Ma il film non si risolve nel mostrare il non poco e indaffarato lavoro di Fanon. È nel scene più intime, quelle serali di lui insieme alla moglie mentre cenano a casa da soli e si raccontano lo svolgersi della giornata. In quei loro scambi di idee e ideali, come anche di dubbi e incertezze, che oscillano tra speranze per una società diversa e sconforti originati dalla cruda realtà, dell’ultimo libro letto, del figlio che sta per nascere. È nei primi piani del bravissimo attore Alexandre Desane (Fanon), con quel suo volto come sospeso di fronte l’orrore che trova al suo arrivo nell’ospedale, che si compendia tutto il senso del film. In quei suoi momenti di ricercata solitudine che, se da un lato servono a mettere meglio a fuoco la situazione che lo circonda, dall’altro sembrano un indispensabile raccogliersi prima di riprendere il da farsi. Dolcissime quelle sequenze che vedono Fanon e la moglie aprire le porte di casa loro per ospitare una paziente, Julienne (interpretata dalla bravissima Amal Kateb), che ormai guarita viene come rifiuta dai suoi genitori adottivi. Ecco: distacco e accoglienza. Chi si sente rifiutato, è facilmente destinato a perdersi. Julienne invece, trovando il benvenuto da parte di Fanon è come se ritrovasse il piacere di vivere, è come se s’accorgesse che il mondo la sta aspettando a braccia aperte. Questo mancava a Julienne, e grazie a Fanon lo recupera. Bisogna inoltre dire che quest’opera di Zahzah non rischia neppure di scivolare in una possibile e facile retorica. Termina proprio quando Fanon deciderà di abbracciare la causa della lotta di liberazione, dando domicilio e prendendosi cura di diversi combattenti algerini; e dunque, costretto poi a dimettersi, continuò la lotta unendosi al Fonte di Liberazione Nazionale a Tunisi. Questa non a caso sarà infatti tutt’altra storia. Lasciamo Fanon che con la moglie discute su cosa sia ormai giusto da fare per il futuro. E qui il film s’interrompe, e così partono le immagini d’archivio che riprendono Fanon al lavoro insieme ai pazienti durante i festeggiamenti (per una ricorrenza religiosa, sembra) con tanto di musica dal vivo e banchetti. Molto inteso, questo film, ridà all’animo buon umore; in alcuni passaggi anche commuovente. Assolutamente da vedere.

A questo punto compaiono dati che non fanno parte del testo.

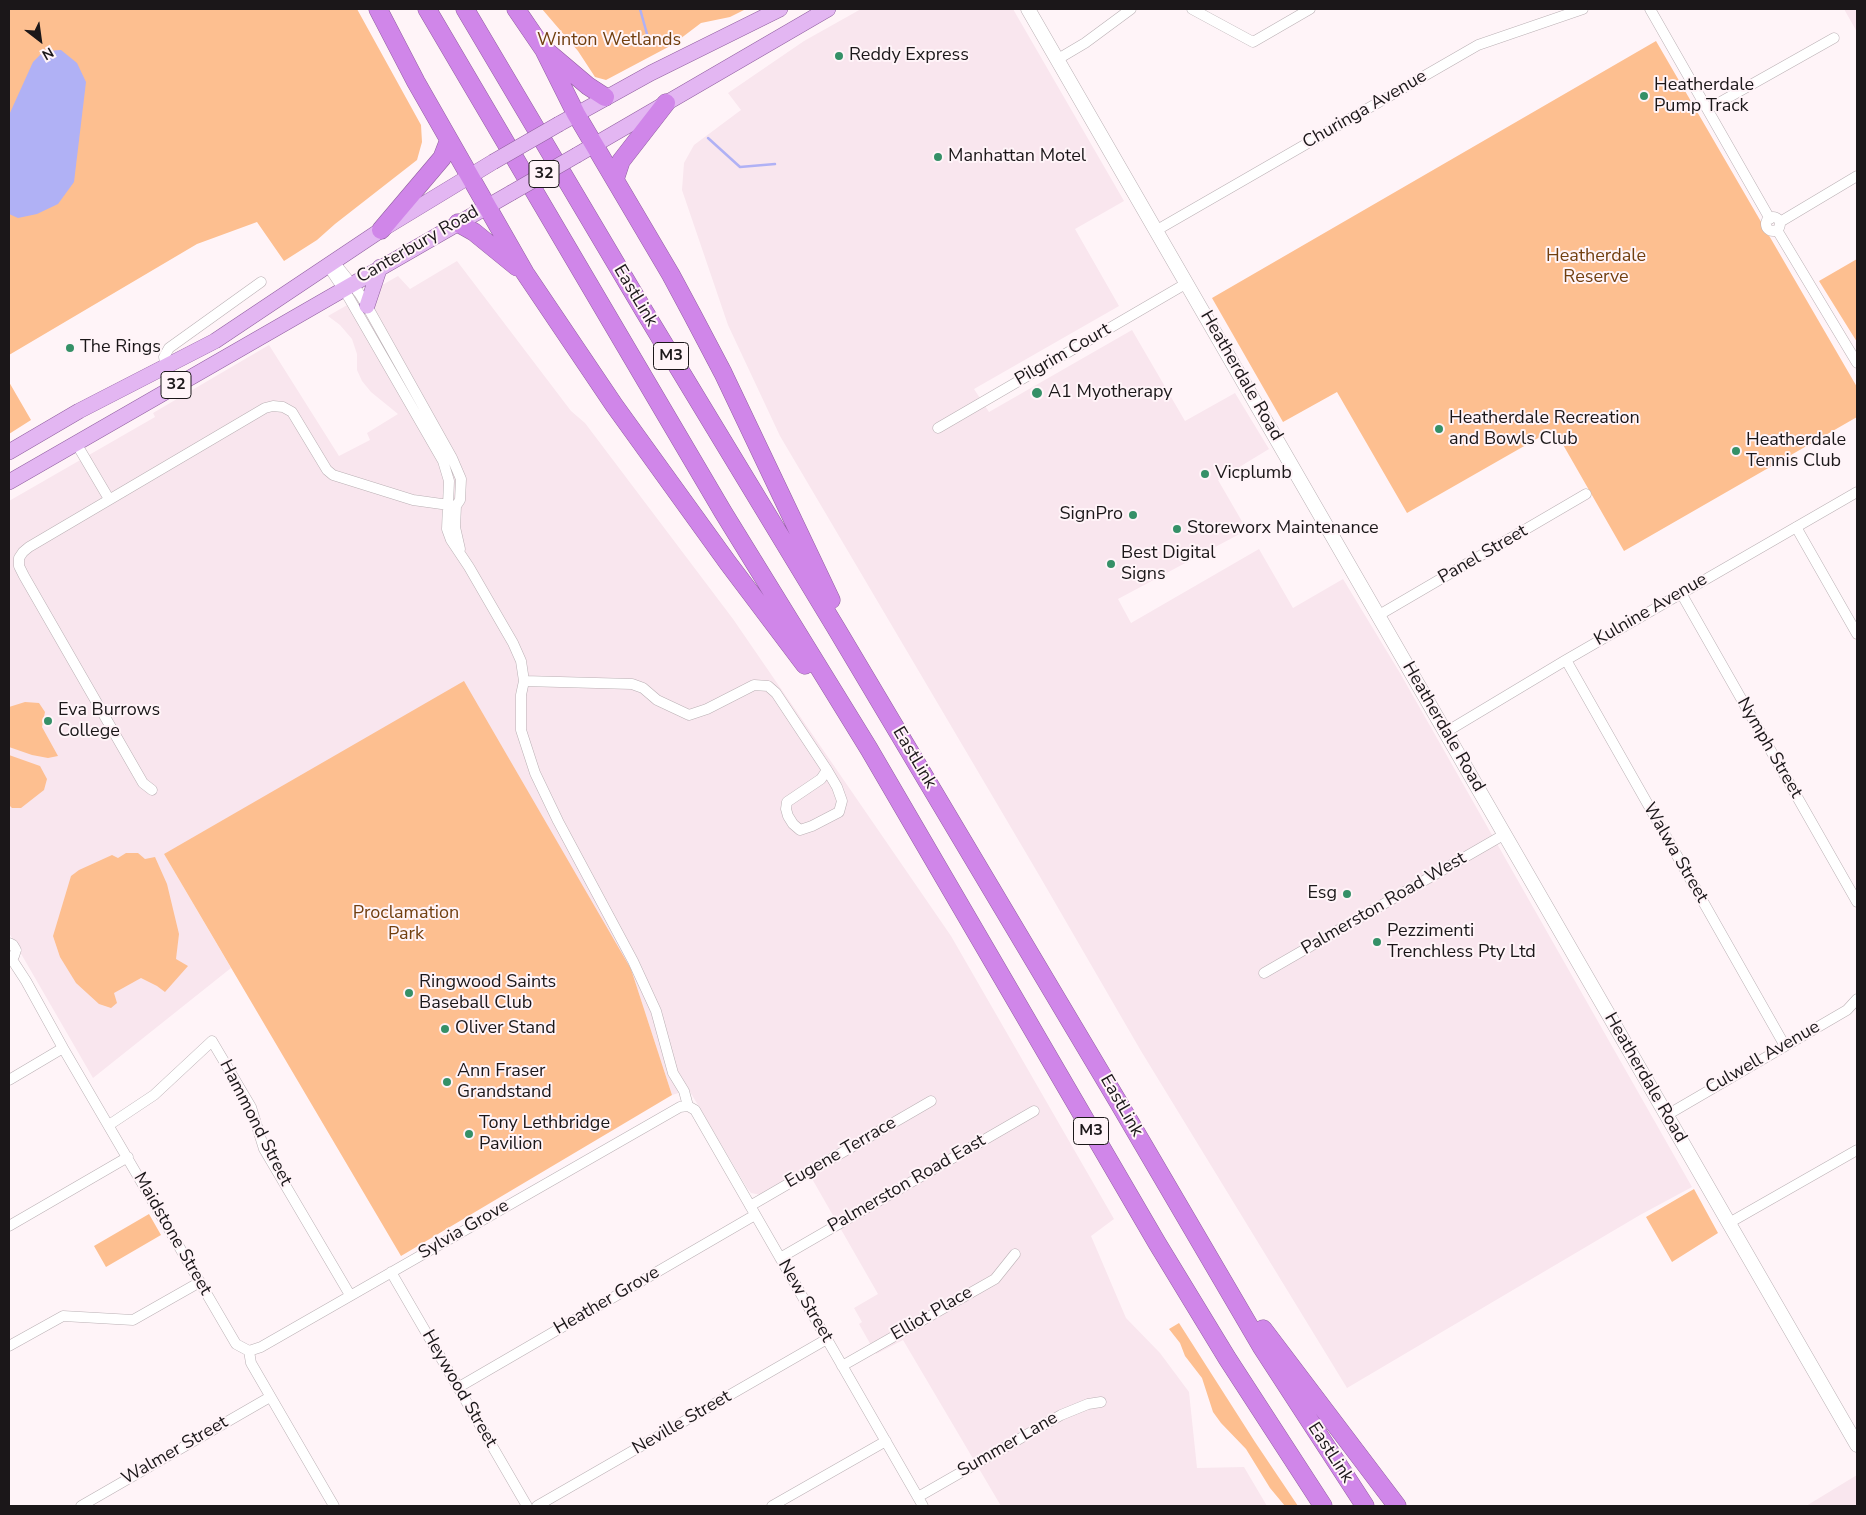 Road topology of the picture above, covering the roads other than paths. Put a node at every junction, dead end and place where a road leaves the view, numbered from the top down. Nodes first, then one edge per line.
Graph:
1 (378, 9) edge
2 (427, 9) edge
3 (465, 9) edge
4 (516, 9) edge
5 (780, 9) edge
6 (828, 9) edge
7 (1028, 9) edge
8 (1131, 9) edge
9 (1192, 9) edge
10 (1310, 9) edge
11 (1583, 9) edge
12 (1650, 9) edge
13 (1835, 38) dead end
14 (544, 50) junction
15 (1058, 59) junction
16 (605, 97) junction
17 (666, 103) junction
18 (1708, 109) junction
19 (576, 114) junction
20 (449, 140) junction
21 (594, 144) junction
22 (469, 176) junction
23 (1857, 176) edge
24 (615, 179) junction
25 (487, 206) junction
26 (458, 223) junction
27 (1775, 223) junction
28 (381, 230) junction
29 (1157, 230) junction
30 (331, 264) junction
31 (380, 267) junction
32 (525, 274) junction
33 (261, 282) dead end
34 (1187, 282) junction
35 (347, 286) junction
36 (367, 306) junction
37 (1857, 363) edge
38 (166, 367) junction
39 (79, 411) junction
40 (938, 428) dead end
41 (92, 434) junction
42 (76, 442) junction
43 (9, 452) edge
44 (9, 482) edge
45 (1857, 492) edge
46 (1586, 494) dead end
47 (109, 500) junction
48 (452, 505) junction
49 (1796, 527) junction
50 (1681, 593) junction
51 (1379, 615) junction
52 (1857, 634) edge
53 (1566, 660) junction
54 (524, 681) junction
55 (880, 702) junction
56 (1446, 732) junction
57 (869, 749) junction
58 (827, 770) junction
59 (152, 790) dead end
60 (1504, 834) junction
61 (1857, 902) edge
62 (9, 943) edge
63 (10, 959) edge
64 (1264, 973) dead end
65 (1857, 998) edge
66 (1785, 1046) junction
67 (63, 1048) junction
68 (9, 1080) edge
69 (932, 1101) dead end
70 (684, 1107) junction
71 (1034, 1111) dead end
72 (1666, 1115) junction
73 (109, 1125) junction
74 (1857, 1150) edge
75 (128, 1157) junction
76 (753, 1210) junction
77 (1729, 1223) junction
78 (9, 1226) edge
79 (1015, 1254) dead end
80 (780, 1258) junction
81 (1210, 1259) junction
82 (391, 1272) junction
83 (200, 1282) junction
84 (350, 1295) junction
85 (827, 1339) junction
86 (9, 1346) edge
87 (249, 1351) junction
88 (842, 1366) junction
89 (459, 1387) junction
90 (270, 1397) junction
91 (1101, 1402) dead end
92 (886, 1441) junction
93 (1857, 1445) edge
94 (918, 1497) junction
95 (81, 1506) edge
96 (334, 1506) edge
97 (527, 1506) edge
98 (537, 1506) edge
99 (772, 1506) edge
100 (924, 1506) edge
101 (1323, 1506) edge
102 (1365, 1506) edge
103 (1397, 1506) edge

1 - 20 highway
2 - 57 highway, EastLink / M3
3 - 55 highway, EastLink / M3
4 - 14 highway
5 - 16 main road, Canterbury Road / 32
6 - 17 main road, Canterbury Road / 32
7 - 15 main road, Heatherdale Road
8 - 15 street
9 - 10 street
11 - 29 street, Churinga Avenue
12 - 18 street
13 - 18 street
14 - 16 highway
14 - 19 highway
15 - 29 main road, Heatherdale Road
16 - 19 main road, Canterbury Road / 32
17 - 21 main road, Canterbury Road / 32
17 - 24 highway
18 - 27 street
19 - 21 highway
19 - 22 main road, Canterbury Road / 32, bridge
20 - 22 highway
20 - 28 highway
21 - 24 highway
21 - 25 main road, Canterbury Road / 32, bridge
22 - 25 highway
22 - 28 main road, Canterbury Road / 32
23 - 27 street
24 - 55 highway
25 - 26 main road, Canterbury Road / 32
25 - 32 highway
26 - 31 main road, Canterbury Road / 32
26 - 32 highway
27 - 37 street
28 - 30 main road, Canterbury Road / 32
29 - 34 main road, Heatherdale Road
30 - 35 street
30 - 38 main road, Canterbury Road / 32
31 - 35 main road, Canterbury Road / 32
31 - 36 main road
32 - 57 highway
33 - 38 street
34 - 40 street, Pilgrim Court
34 - 51 main road, Heatherdale Road
35 - 36 street
35 - 41 main road, Canterbury Road / 32
35 - 48 street
36 - 48 street
38 - 39 main road, Canterbury Road / 32
39 - 41 main road
39 - 43 main road, Canterbury Road / 32
41 - 42 main road, Canterbury Road / 32
42 - 44 main road, Canterbury Road / 32
42 - 47 street
45 - 49 street, Kulnine Avenue
46 - 51 street, Panel Street
47 - 48 street
47 - 59 street
48 - 54 street, New Street
49 - 50 street, Kulnine Avenue
49 - 52 street
50 - 53 street, Kulnine Avenue
50 - 61 street, Nymph Street
51 - 56 main road, Heatherdale Road
53 - 56 street, Kulnine Avenue
53 - 66 street, Walwa Street
54 - 58 street
54 - 70 street, New Street
55 - 81 highway, EastLink / M3
56 - 60 main road, Heatherdale Road
57 - 101 highway, EastLink / M3
58 - 58 street
60 - 64 street, Palmerston Road West
60 - 72 main road, Heatherdale Road
62 - 63 street
63 - 67 street, Maidstone Street
65 - 66 street, Culwell Avenue
66 - 72 street, Culwell Avenue
67 - 68 street
67 - 73 street, Maidstone Street
69 - 76 street, Eugene Terrace
70 - 76 street, New Street
70 - 82 street, Sylvia Grove
71 - 80 street, Palmerston Road East
72 - 77 main road, Heatherdale Road
73 - 75 street, Maidstone Street
73 - 84 street, Hammond Street
74 - 77 street
75 - 78 street
75 - 83 street, Maidstone Street
76 - 80 street, New Street
76 - 89 street, Heather Grove
77 - 93 main road, Heatherdale Road
79 - 88 street, Elliot Place
80 - 85 street, New Street
81 - 102 highway, EastLink / M3
81 - 103 highway
82 - 84 street, Sylvia Grove
82 - 89 street, Heywood Street
83 - 86 street
83 - 87 street, Maidstone Street
84 - 87 street, Sylvia Grove
85 - 88 street, New Street
85 - 98 street, Neville Street
87 - 90 street, Maidstone Street
88 - 92 street, New Street
89 - 97 street, Heywood Street
90 - 95 street, Walmer Street
90 - 96 street, Maidstone Street
91 - 94 street, Summer Lane
92 - 94 street, New Street
92 - 99 street
94 - 100 street, New Street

Chroniques fidèles survenues au siècle dernier à l’hôpital psychiatrique Blida-Joinville, au temps où le Docteur Frantz Fanon était chef de la cinquième division entre 1953 et 1956 – Regiasceneggiatura: Abdenour Zahzah; fotografia: Aurélien Py; montaggio: Abdenour Zahzah, Youcef Abba; scenografia: Maya Mancer; interpreti: Alexandre Desane, Gérard Dubouche, Nicolas Dromard, Omar Boulakirba, Amal Kateb, Catherine Boskowitz, Chahrazad Kracheni, Kader Affak; produzione: Abdenour Zahzah per Atlas Film Production; origine: Algeria/ Francia, 2024; durata: 90 minuti.